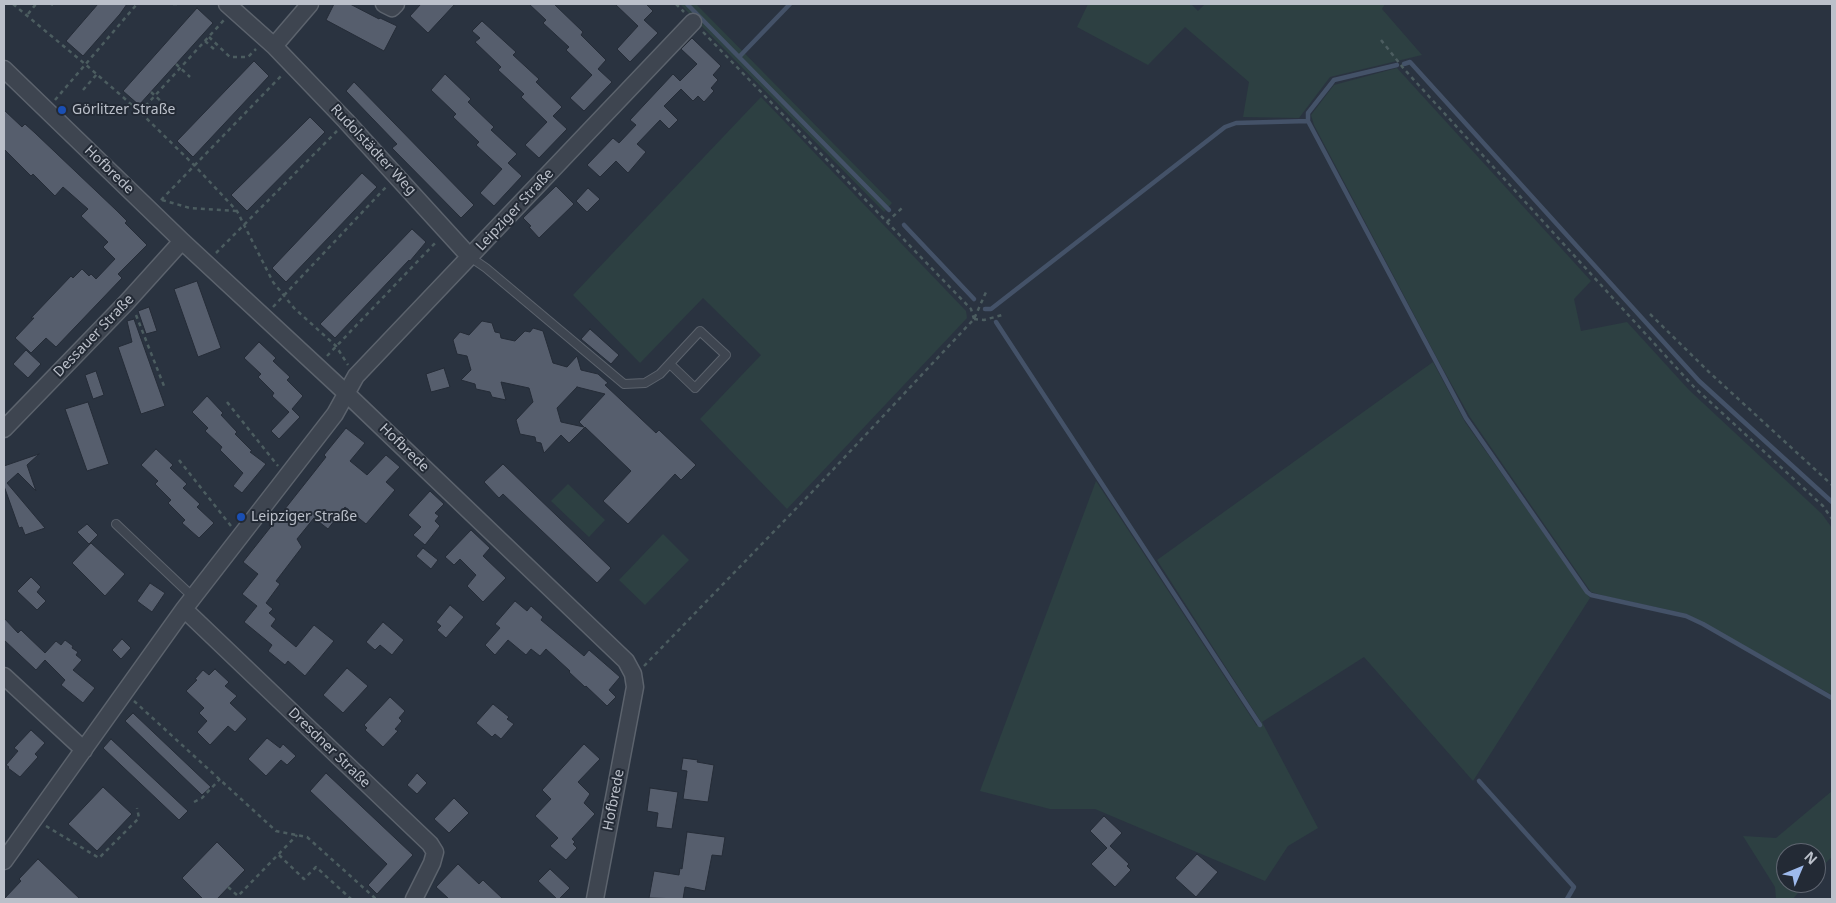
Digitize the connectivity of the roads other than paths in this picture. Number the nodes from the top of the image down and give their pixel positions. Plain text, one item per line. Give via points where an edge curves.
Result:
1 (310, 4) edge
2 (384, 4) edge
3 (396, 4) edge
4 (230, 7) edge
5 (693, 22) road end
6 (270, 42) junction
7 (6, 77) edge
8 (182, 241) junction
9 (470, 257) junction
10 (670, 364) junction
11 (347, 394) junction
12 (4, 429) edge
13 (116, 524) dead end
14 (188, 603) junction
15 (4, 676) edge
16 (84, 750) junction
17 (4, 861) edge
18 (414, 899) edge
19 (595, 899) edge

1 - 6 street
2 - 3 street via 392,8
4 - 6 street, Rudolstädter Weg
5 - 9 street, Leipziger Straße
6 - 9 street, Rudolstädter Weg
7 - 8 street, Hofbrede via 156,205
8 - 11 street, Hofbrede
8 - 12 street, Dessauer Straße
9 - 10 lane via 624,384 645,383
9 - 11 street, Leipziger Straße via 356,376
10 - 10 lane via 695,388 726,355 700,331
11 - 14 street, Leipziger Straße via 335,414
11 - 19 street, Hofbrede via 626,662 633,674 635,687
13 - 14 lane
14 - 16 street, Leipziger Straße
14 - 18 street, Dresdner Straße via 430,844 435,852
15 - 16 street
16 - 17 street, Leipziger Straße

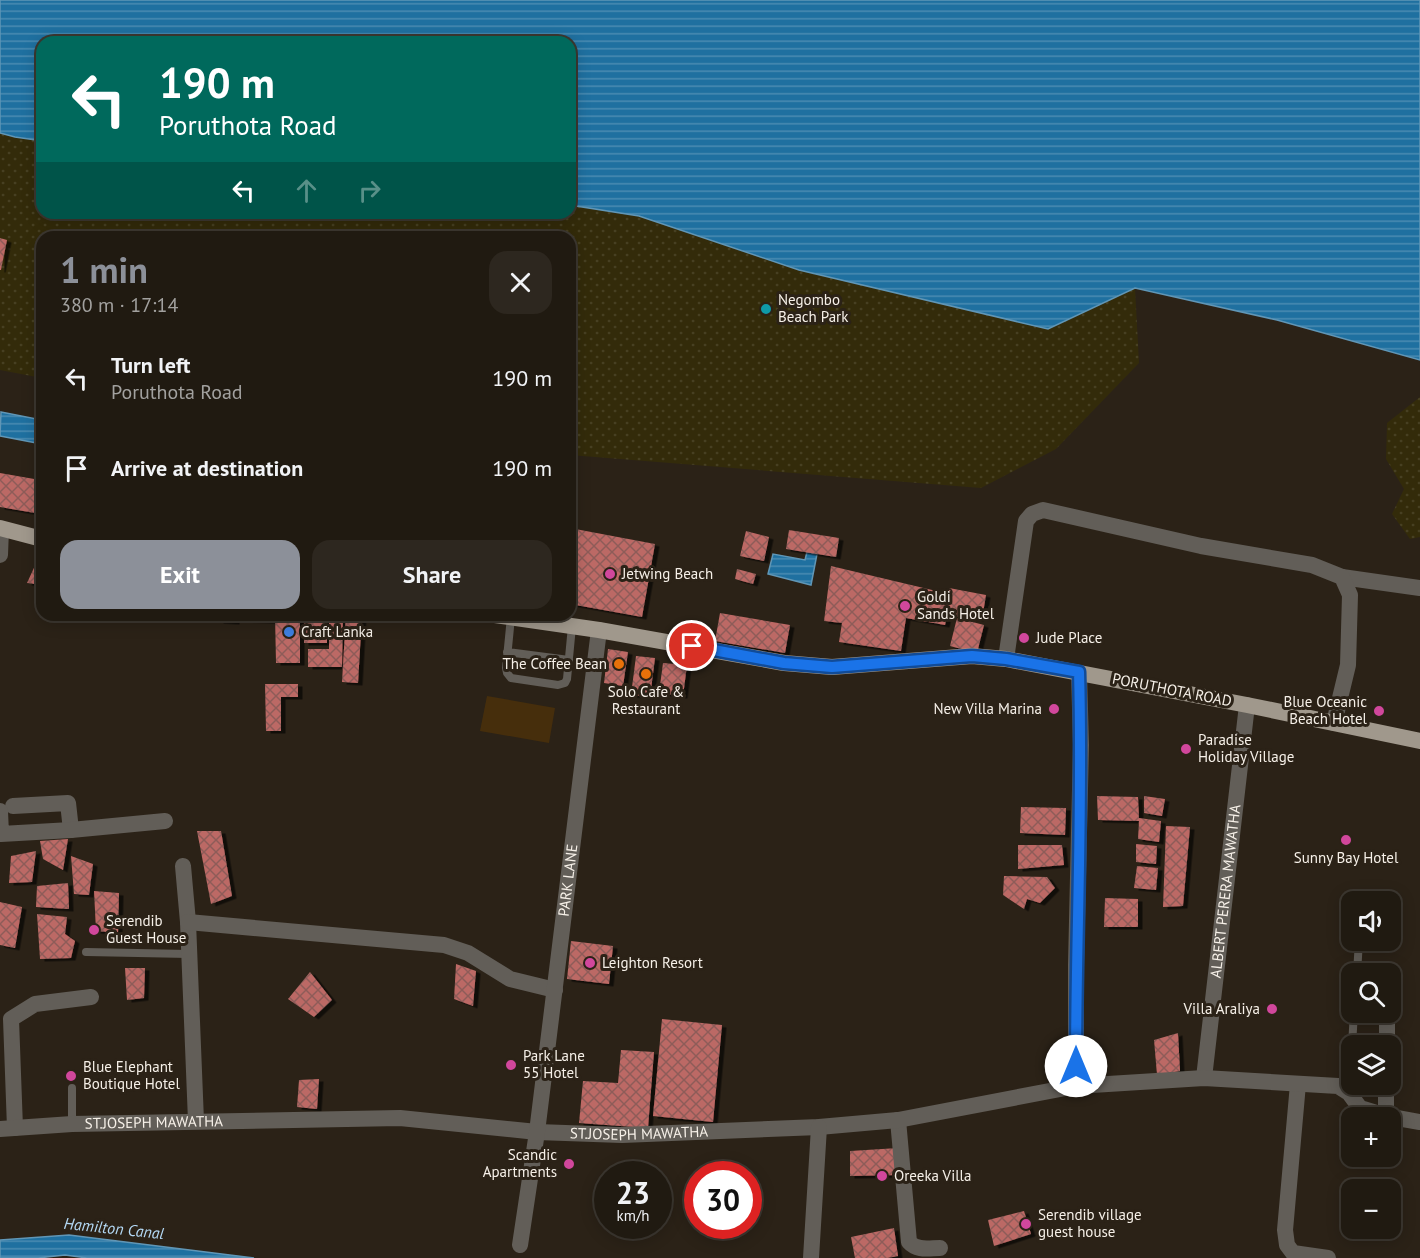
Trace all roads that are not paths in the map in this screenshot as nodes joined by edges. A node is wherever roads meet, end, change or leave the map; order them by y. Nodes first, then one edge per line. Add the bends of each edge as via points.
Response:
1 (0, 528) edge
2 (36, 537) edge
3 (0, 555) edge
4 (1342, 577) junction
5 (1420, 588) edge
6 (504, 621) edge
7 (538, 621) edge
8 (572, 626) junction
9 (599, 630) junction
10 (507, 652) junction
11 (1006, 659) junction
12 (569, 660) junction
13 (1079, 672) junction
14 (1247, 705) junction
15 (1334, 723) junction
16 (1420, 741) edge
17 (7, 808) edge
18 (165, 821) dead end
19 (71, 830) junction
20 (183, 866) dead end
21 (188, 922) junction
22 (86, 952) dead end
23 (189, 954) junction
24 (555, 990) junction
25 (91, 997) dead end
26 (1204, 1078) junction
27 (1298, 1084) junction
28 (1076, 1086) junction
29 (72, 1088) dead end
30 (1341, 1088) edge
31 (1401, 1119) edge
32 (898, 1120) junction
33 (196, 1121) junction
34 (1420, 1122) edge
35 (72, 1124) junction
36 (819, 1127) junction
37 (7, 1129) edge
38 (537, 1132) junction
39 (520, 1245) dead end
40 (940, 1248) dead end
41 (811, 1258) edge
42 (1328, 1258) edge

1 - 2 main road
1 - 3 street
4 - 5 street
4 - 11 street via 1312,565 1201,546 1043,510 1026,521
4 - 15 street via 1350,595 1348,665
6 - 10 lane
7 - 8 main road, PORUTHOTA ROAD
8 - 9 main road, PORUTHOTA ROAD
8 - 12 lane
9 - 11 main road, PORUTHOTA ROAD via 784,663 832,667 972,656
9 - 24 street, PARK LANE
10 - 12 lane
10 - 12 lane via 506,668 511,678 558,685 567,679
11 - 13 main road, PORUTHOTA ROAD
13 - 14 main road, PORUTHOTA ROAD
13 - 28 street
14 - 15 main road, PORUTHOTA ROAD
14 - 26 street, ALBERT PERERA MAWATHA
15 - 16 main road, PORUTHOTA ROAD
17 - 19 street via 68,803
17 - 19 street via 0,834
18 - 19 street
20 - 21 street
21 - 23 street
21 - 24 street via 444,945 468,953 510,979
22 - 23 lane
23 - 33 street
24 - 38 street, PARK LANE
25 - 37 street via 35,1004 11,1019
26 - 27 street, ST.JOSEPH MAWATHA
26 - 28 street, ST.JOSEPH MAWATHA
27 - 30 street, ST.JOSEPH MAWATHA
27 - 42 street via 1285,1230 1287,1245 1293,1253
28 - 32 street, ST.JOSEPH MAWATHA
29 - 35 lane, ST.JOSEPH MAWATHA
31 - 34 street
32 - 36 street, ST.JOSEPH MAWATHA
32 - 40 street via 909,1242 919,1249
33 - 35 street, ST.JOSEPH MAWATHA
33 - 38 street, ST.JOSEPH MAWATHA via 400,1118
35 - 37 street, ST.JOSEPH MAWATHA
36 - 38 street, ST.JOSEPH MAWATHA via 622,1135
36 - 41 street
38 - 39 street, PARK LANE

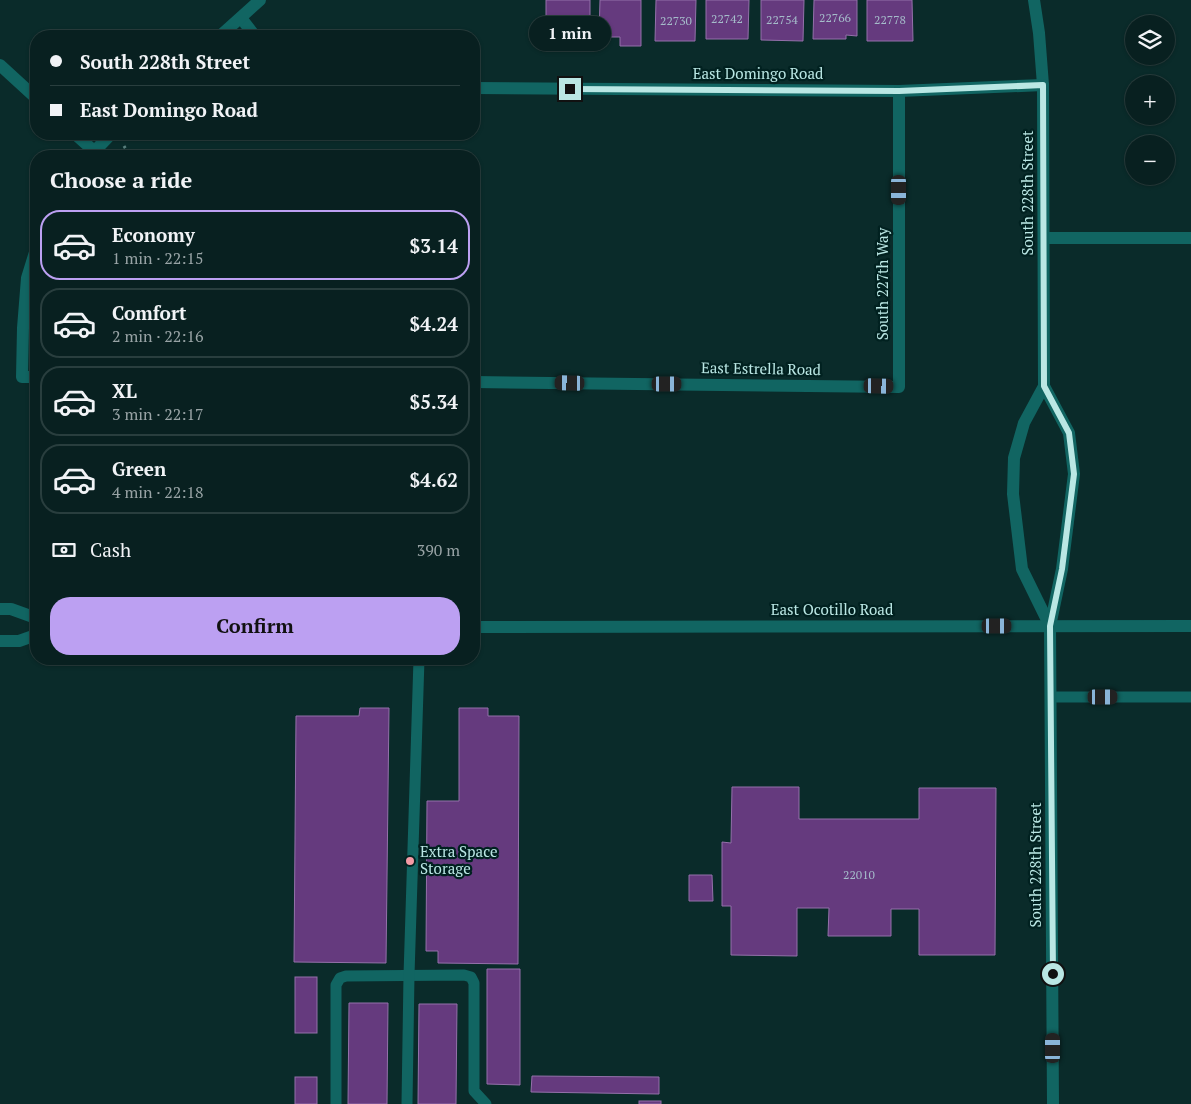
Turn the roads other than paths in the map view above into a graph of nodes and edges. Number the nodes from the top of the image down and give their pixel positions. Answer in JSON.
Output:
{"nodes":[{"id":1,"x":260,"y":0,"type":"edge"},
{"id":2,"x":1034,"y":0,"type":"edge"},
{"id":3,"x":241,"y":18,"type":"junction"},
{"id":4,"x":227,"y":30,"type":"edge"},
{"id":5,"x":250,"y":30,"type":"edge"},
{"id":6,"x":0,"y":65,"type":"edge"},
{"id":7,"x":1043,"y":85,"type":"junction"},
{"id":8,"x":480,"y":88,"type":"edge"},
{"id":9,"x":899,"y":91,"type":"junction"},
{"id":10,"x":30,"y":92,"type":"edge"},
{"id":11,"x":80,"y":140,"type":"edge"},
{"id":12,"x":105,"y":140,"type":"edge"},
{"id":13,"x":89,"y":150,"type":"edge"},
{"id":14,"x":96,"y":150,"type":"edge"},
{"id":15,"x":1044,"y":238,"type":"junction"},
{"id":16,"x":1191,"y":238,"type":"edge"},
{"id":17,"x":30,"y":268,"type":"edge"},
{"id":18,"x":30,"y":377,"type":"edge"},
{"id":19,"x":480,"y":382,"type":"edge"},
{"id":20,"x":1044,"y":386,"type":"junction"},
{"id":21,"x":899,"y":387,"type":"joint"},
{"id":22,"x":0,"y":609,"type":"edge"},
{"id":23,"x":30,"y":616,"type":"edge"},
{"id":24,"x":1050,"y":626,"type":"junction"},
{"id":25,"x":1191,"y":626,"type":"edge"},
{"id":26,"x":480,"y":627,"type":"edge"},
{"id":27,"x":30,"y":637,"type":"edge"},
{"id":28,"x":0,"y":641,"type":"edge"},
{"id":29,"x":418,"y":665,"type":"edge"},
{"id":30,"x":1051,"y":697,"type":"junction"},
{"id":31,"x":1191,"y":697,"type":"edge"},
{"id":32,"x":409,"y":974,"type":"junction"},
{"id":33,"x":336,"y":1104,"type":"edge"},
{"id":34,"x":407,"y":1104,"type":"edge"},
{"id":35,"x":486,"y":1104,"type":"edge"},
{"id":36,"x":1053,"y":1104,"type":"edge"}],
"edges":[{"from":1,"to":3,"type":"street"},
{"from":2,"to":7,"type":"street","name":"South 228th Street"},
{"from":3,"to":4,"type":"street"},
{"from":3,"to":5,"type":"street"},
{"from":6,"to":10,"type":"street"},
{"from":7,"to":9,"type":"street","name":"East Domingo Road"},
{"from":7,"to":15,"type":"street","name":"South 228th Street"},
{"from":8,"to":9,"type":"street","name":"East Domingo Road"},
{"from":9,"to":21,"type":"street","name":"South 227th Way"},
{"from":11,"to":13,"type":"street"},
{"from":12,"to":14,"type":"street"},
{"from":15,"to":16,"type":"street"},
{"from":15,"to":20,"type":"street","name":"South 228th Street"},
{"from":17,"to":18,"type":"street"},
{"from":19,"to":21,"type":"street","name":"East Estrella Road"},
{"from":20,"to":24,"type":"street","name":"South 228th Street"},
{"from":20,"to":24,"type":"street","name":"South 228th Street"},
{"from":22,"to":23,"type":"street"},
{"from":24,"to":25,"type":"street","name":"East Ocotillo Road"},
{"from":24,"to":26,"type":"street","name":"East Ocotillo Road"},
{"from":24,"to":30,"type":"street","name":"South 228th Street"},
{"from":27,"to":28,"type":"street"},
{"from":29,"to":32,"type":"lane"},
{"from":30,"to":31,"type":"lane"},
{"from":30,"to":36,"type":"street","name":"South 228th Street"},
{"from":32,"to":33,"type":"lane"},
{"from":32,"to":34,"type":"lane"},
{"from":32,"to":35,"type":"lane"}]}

^^^^^^^^^^^^^^^^

▶ PROMPT
Please return a copy of each line in the entries that has the string "than".

▶ ANSWER TO THIS TASK
Digitize the connectivity of the roads other than paths in this picture. Number the nodes from the top of the image down and give their pixel positions. Plain text, one item per line. Give via points where an edge curves.
Turn the roads other than paths in the map view above into a graph of nodes and edges. Number the nodes from the top of the image down and give their pixel positions. Answer in JSON.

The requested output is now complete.